You are watching: Is a+b always rational

irrational-numbers

re-publishing

mention

follow

edited jan 18 "20 at 7:28

Sameer nilkhan

asked jan 18 "20 in ~ 6:16

Sameer nilkhanSameer nilkhan

48122 silver- badges88 bronze badges

$endgroup$

7

| display 2 more comments

## 3 answers 3

energetic earliest Votes

1

$egingroup$

If $a+b$ and also $a-b$ are both rational, climate so is $a$ since it is the median of those two quantities, and the average of two rational numbers is likewise rational. Thus additionally $b=(a+b)-a$ is rational.

re-publishing

mention

monitor

answered january 18 "20 in ~ 6:21

pre-kidneypre-kidney

27.8k3030 silver badges7272 bronze badges

$endgroup$

include a comment |

1

$egingroup$

Your statement in the body is not correct. For example, both $sqrt 2$ and also $sqrt 2 +1$ are irrational. Their distinction is $1$, i m sorry is rational. If both the sum and difference of two numbers space rational, the 2 numbers need to be rational, but that is not what your question says.

re-superstructure

mention

monitor

answered jan 18 "20 in ~ 6:26

Ross MillikanRoss Millikan

358k2626 yellow badges237237 silver badges424424 bronze badges

$endgroup$

1

include a comment |

1

$egingroup$

Don"t overthink it.

If $x$ irrational climate $q - x$ is irrational for every reasonable $q$.

So $x + (q-x) = q$ is the rational sum of two irrational numbers. But $q$ can be any type of rational number and doesn"t have to be $0$.

=====

This is just one of those results that when you analyze it you establish it can"t actually *mean* anything.

We think. $rational + reasonable = rational$

And $rational + irrational = irrational$.

But what the $irrational + irrational$ can that be rational.

Well, $sqrt 2 + (-sqrt 2) = 0$ and $0$ is reasonable so it deserve to be rational.

So us think... And we say... Yeah, however $sqrt 2$ and $-sqrt 2$ are pertained to each other, they room negatives of each other. Ns bet if you have two *independent* irrationals the must include to a irrational.

So who else states well if $x +y = k$ and also $k$ is rational, climate if $x$ is irrational climate $y= k - x$ is irrational and $x + y = x+(k-x) = k$. So the is 2 irrationals that include to a rational.

So we say... Yet those are *dependent* to every other; i bet if you have two *independent* irrationals the must include to a irrational.

See more: Why Should You Wear An Antistatic Wrist Strap ? Why Should You Wear An Anti Static Wrist Strap

So the other person asks. How exactly to you define if two irrationals are "dependent"?

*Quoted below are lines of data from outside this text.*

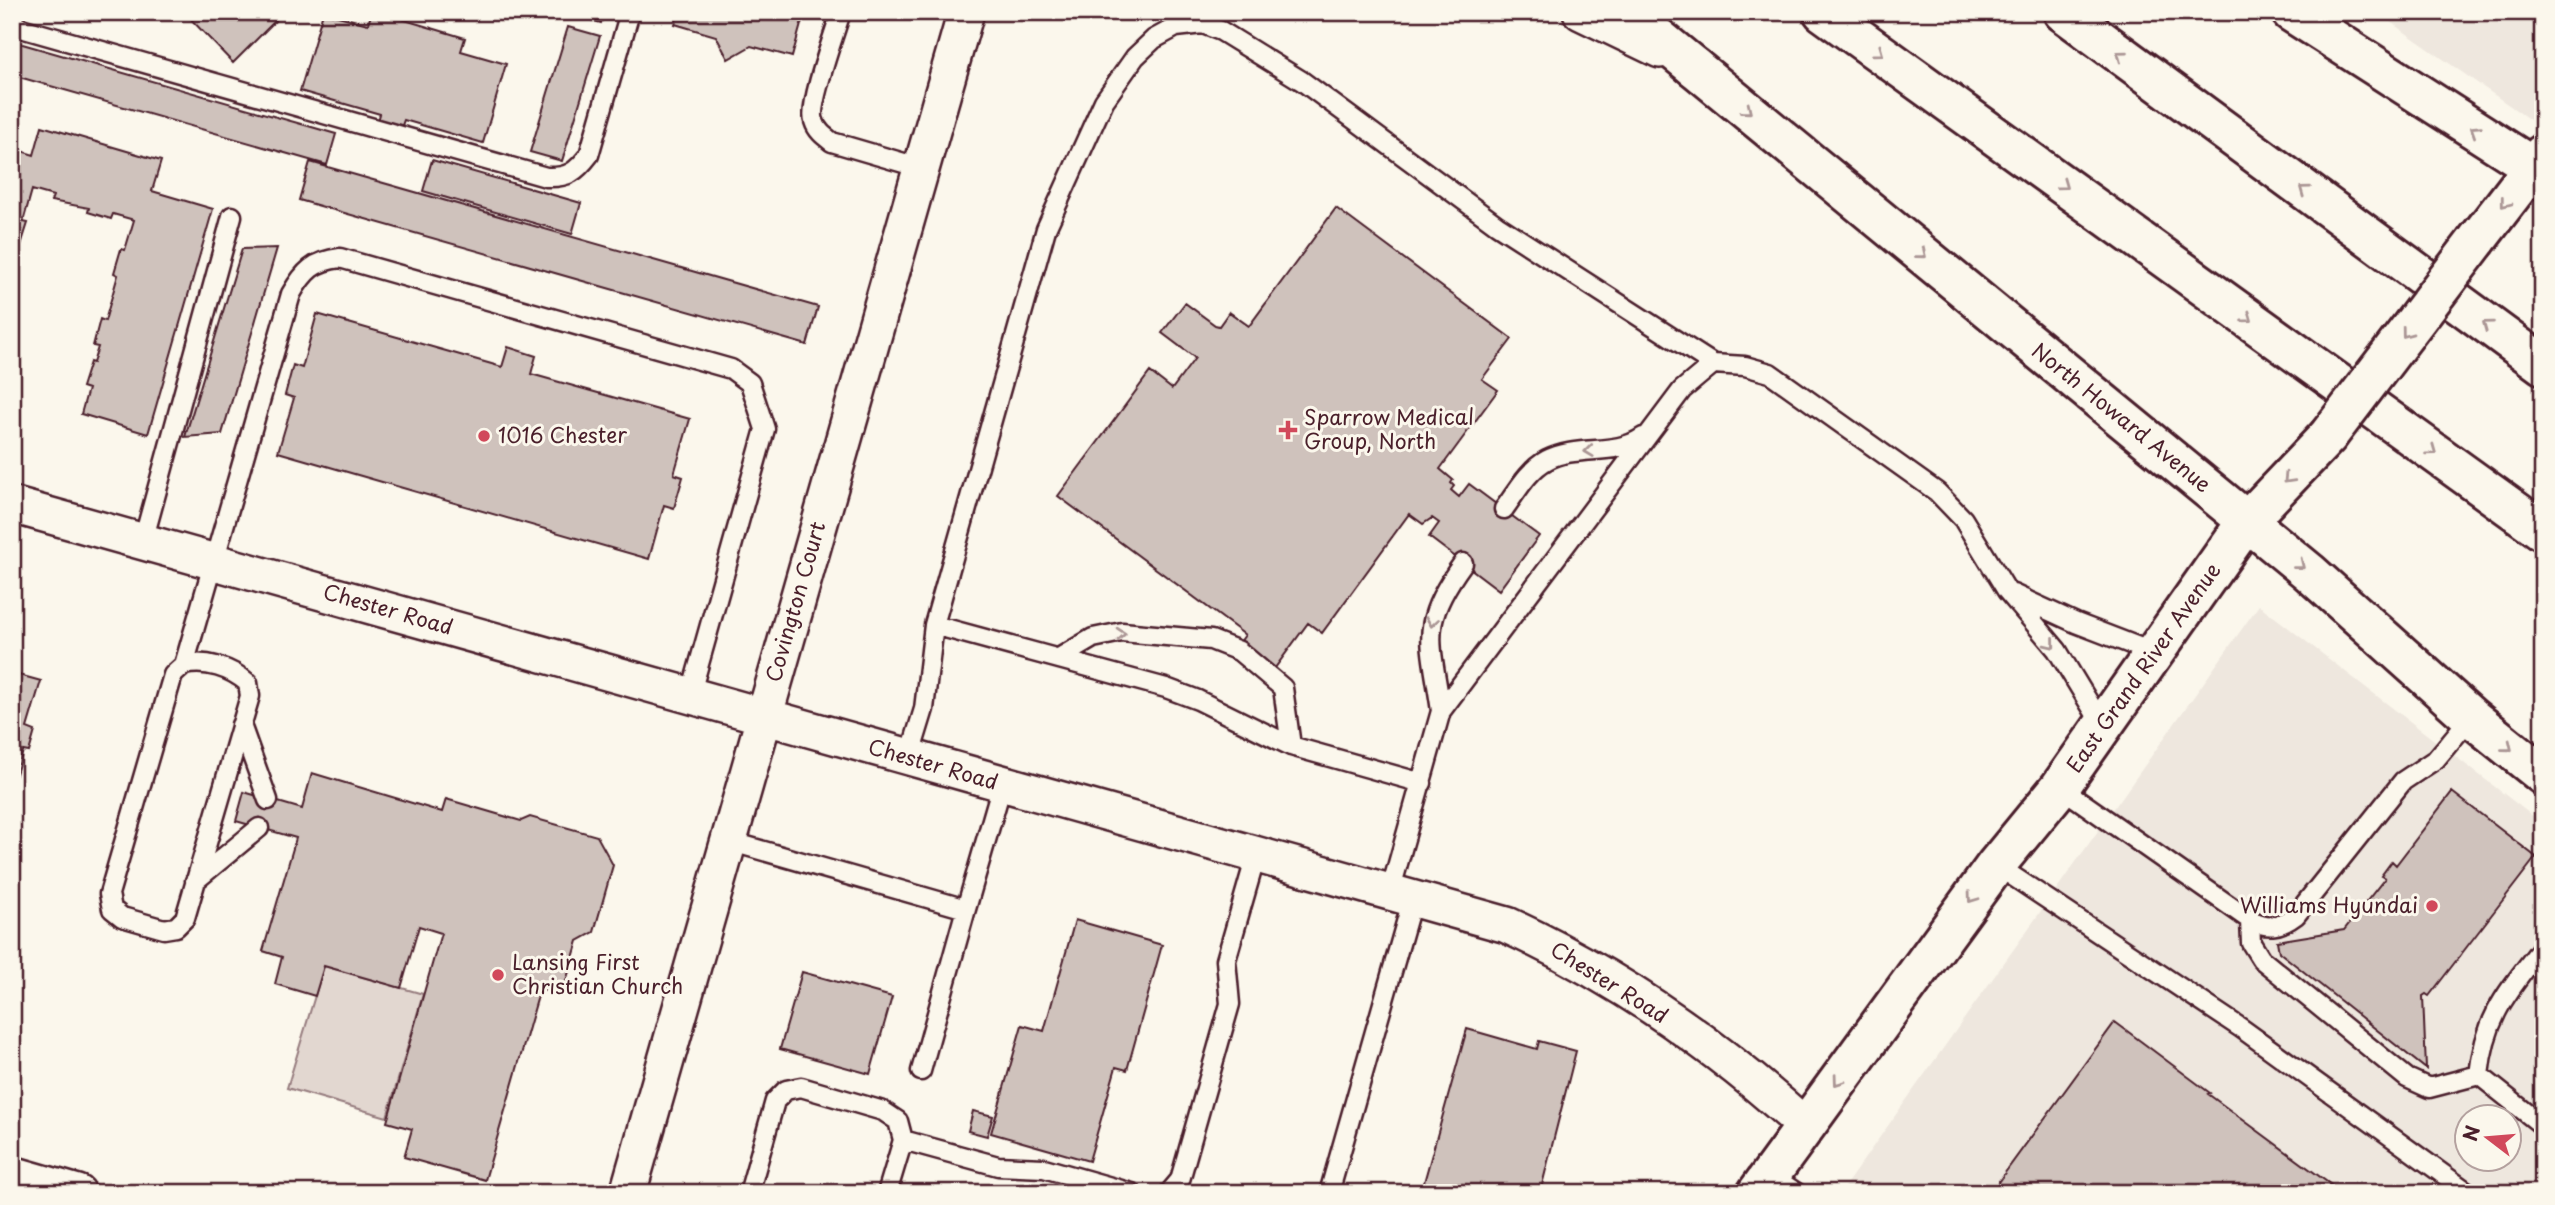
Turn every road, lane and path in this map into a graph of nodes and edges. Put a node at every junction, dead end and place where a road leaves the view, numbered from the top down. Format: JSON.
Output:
{"nodes":[{"id":1,"x":630,"y":12,"type":"edge"},
{"id":2,"x":841,"y":12,"type":"edge"},
{"id":3,"x":966,"y":12,"type":"edge"},
{"id":4,"x":1581,"y":12,"type":"edge"},
{"id":5,"x":1627,"y":12,"type":"edge"},
{"id":6,"x":1823,"y":12,"type":"edge"},
{"id":7,"x":2063,"y":12,"type":"edge"},
{"id":8,"x":2291,"y":12,"type":"edge"},
{"id":9,"x":12,"y":22,"type":"edge"},
{"id":10,"x":1694,"y":66,"type":"junction"},
{"id":11,"x":2539,"y":165,"type":"edge"},
{"id":12,"x":921,"y":169,"type":"junction"},
{"id":13,"x":232,"y":216,"type":"dead end"},
{"id":14,"x":1713,"y":365,"type":"junction"},
{"id":15,"x":2543,"y":365,"type":"edge"},
{"id":16,"x":1652,"y":430,"type":"junction"},
{"id":17,"x":12,"y":505,"type":"edge"},
{"id":18,"x":1504,"y":509,"type":"dead end"},
{"id":19,"x":2247,"y":522,"type":"junction"},
{"id":20,"x":2543,"y":531,"type":"edge"},
{"id":21,"x":143,"y":541,"type":"junction"},
{"id":22,"x":213,"y":560,"type":"junction"},
{"id":23,"x":1463,"y":563,"type":"dead end"},
{"id":24,"x":2007,"y":592,"type":"junction"},
{"id":25,"x":934,"y":625,"type":"junction"},
{"id":26,"x":2154,"y":653,"type":"junction"},
{"id":27,"x":1059,"y":658,"type":"junction"},
{"id":28,"x":184,"y":665,"type":"junction"},
{"id":29,"x":690,"y":696,"type":"junction"},
{"id":30,"x":1441,"y":711,"type":"junction"},
{"id":31,"x":764,"y":716,"type":"junction"},
{"id":32,"x":2471,"y":717,"type":"junction"},
{"id":33,"x":241,"y":725,"type":"junction"},
{"id":34,"x":2103,"y":726,"type":"junction"},
{"id":35,"x":1291,"y":746,"type":"junction"},
{"id":36,"x":909,"y":758,"type":"junction"},
{"id":37,"x":2543,"y":775,"type":"edge"},
{"id":38,"x":1422,"y":783,"type":"junction"},
{"id":39,"x":1002,"y":785,"type":"junction"},
{"id":40,"x":2060,"y":786,"type":"junction"},
{"id":41,"x":268,"y":800,"type":"dead end"},
{"id":42,"x":259,"y":828,"type":"dead end"},
{"id":43,"x":729,"y":841,"type":"junction"},
{"id":44,"x":1256,"y":856,"type":"junction"},
{"id":45,"x":1996,"y":865,"type":"junction"},
{"id":46,"x":195,"y":881,"type":"junction"},
{"id":47,"x":1401,"y":895,"type":"junction"},
{"id":48,"x":966,"y":909,"type":"junction"},
{"id":49,"x":2250,"y":920,"type":"junction"},
{"id":50,"x":2543,"y":946,"type":"edge"},
{"id":51,"x":921,"y":1071,"type":"dead end"},
{"id":52,"x":2479,"y":1075,"type":"junction"},
{"id":53,"x":1805,"y":1126,"type":"junction"},
{"id":54,"x":2543,"y":1126,"type":"edge"},
{"id":55,"x":903,"y":1140,"type":"junction"},
{"id":56,"x":12,"y":1174,"type":"edge"},
{"id":57,"x":1775,"y":1187,"type":"edge"},
{"id":58,"x":78,"y":1193,"type":"edge"},
{"id":59,"x":628,"y":1193,"type":"edge"},
{"id":60,"x":748,"y":1193,"type":"edge"},
{"id":61,"x":887,"y":1193,"type":"edge"},
{"id":62,"x":1132,"y":1193,"type":"edge"},
{"id":63,"x":1169,"y":1193,"type":"edge"},
{"id":64,"x":1329,"y":1193,"type":"edge"},
{"id":65,"x":2469,"y":1193,"type":"edge"}],
"edges":[{"from":1,"to":9,"type":"lane"},
{"from":2,"to":12,"type":"lane"},
{"from":3,"to":12,"type":"street","name":"Covington Court"},
{"from":4,"to":10,"type":"street"},
{"from":5,"to":10,"type":"main road","name":"North Howard Avenue"},
{"from":6,"to":20,"type":"main road","one_way":true},
{"from":15,"to":7,"type":"main road","one_way":true},
{"from":11,"to":8,"type":"main road","one_way":true},
{"from":10,"to":19,"type":"main road","name":"North Howard Avenue","one_way":true},
{"from":11,"to":19,"type":"main road","name":"East Grand River Avenue","one_way":true,"bridge":true},
{"from":12,"to":31,"type":"street","name":"Covington Court"},
{"from":13,"to":21,"type":"lane"},
{"from":14,"to":16,"type":"lane"},
{"from":14,"to":24,"type":"lane"},
{"from":14,"to":25,"type":"lane"},
{"from":16,"to":18,"type":"lane","one_way":true},
{"from":16,"to":30,"type":"lane"},
{"from":17,"to":21,"type":"street","name":"Chester Road"},
{"from":19,"to":26,"type":"main road","name":"East Grand River Avenue"},
{"from":19,"to":32,"type":"main road","name":"North Howard Avenue","one_way":true},
{"from":21,"to":22,"type":"street","name":"Chester Road"},
{"from":22,"to":28,"type":"lane"},
{"from":22,"to":29,"type":"street","name":"Chester Road"},
{"from":22,"to":29,"type":"lane"},
{"from":23,"to":30,"type":"lane","one_way":true},
{"from":24,"to":26,"type":"lane"},
{"from":24,"to":34,"type":"lane","one_way":true},
{"from":25,"to":27,"type":"lane"},
{"from":25,"to":36,"type":"lane"},
{"from":26,"to":34,"type":"main road","name":"East Grand River Avenue"},
{"from":27,"to":35,"type":"lane"},
{"from":27,"to":35,"type":"lane","one_way":true},
{"from":28,"to":33,"type":"lane"},
{"from":28,"to":46,"type":"lane"},
{"from":29,"to":31,"type":"street","name":"Chester Road"},
{"from":30,"to":38,"type":"lane"},
{"from":31,"to":36,"type":"street","name":"Chester Road"},
{"from":31,"to":43,"type":"street","name":"Covington Court"},
{"from":32,"to":37,"type":"main road","name":"North Howard Avenue","one_way":true},
{"from":32,"to":49,"type":"lane"},
{"from":33,"to":41,"type":"lane"},
{"from":33,"to":46,"type":"lane"},
{"from":34,"to":40,"type":"main road","name":"East Grand River Avenue"},
{"from":35,"to":38,"type":"lane"},
{"from":36,"to":39,"type":"street","name":"Chester Road"},
{"from":38,"to":47,"type":"lane"},
{"from":39,"to":44,"type":"street","name":"Chester Road"},
{"from":39,"to":48,"type":"lane"},
{"from":40,"to":45,"type":"main road","name":"East Grand River Avenue"},
{"from":40,"to":49,"type":"lane"},
{"from":42,"to":46,"type":"lane"},
{"from":43,"to":48,"type":"lane"},
{"from":43,"to":59,"type":"street","name":"Covington Court"},
{"from":44,"to":47,"type":"street","name":"Chester Road"},
{"from":44,"to":63,"type":"lane"},
{"from":45,"to":53,"type":"main road","name":"East Grand River Avenue","one_way":true},
{"from":45,"to":65,"type":"lane"},
{"from":47,"to":53,"type":"street","name":"Chester Road"},
{"from":47,"to":64,"type":"lane"},
{"from":48,"to":51,"type":"lane"},
{"from":49,"to":52,"type":"lane"},
{"from":50,"to":52,"type":"lane"},
{"from":52,"to":54,"type":"lane"},
{"from":53,"to":57,"type":"main road","name":"East Grand River Avenue"},
{"from":55,"to":60,"type":"lane"},
{"from":55,"to":61,"type":"lane"},
{"from":55,"to":62,"type":"lane"},
{"from":56,"to":58,"type":"street"}]}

And us say... Fine if $x$ is irrational and $y = pm x + k$ for part rational $k$ they space dependent. Therefore I case that if $x,y$ room independent 보다 $x + y$ is no rational.

And climate other person says.... For this reason in various other words, you space claiming that there is no reasonable number $k$ so that $y =pm x + k$ then $y mp x
e k$ for any rational $k$ however if over there *is* such a rational $k$ so the $y =pm x + k$ then $ymp x$ *might* be rational; is the what you are claiming?

And us say, yes, currently how have the right to I prove it?

And the other person says. Um... You just said $x mp y =k; k$ reasonable if and also only if $x = pm y +k$ for some rational $k$. Carry out you really think that is meaningful?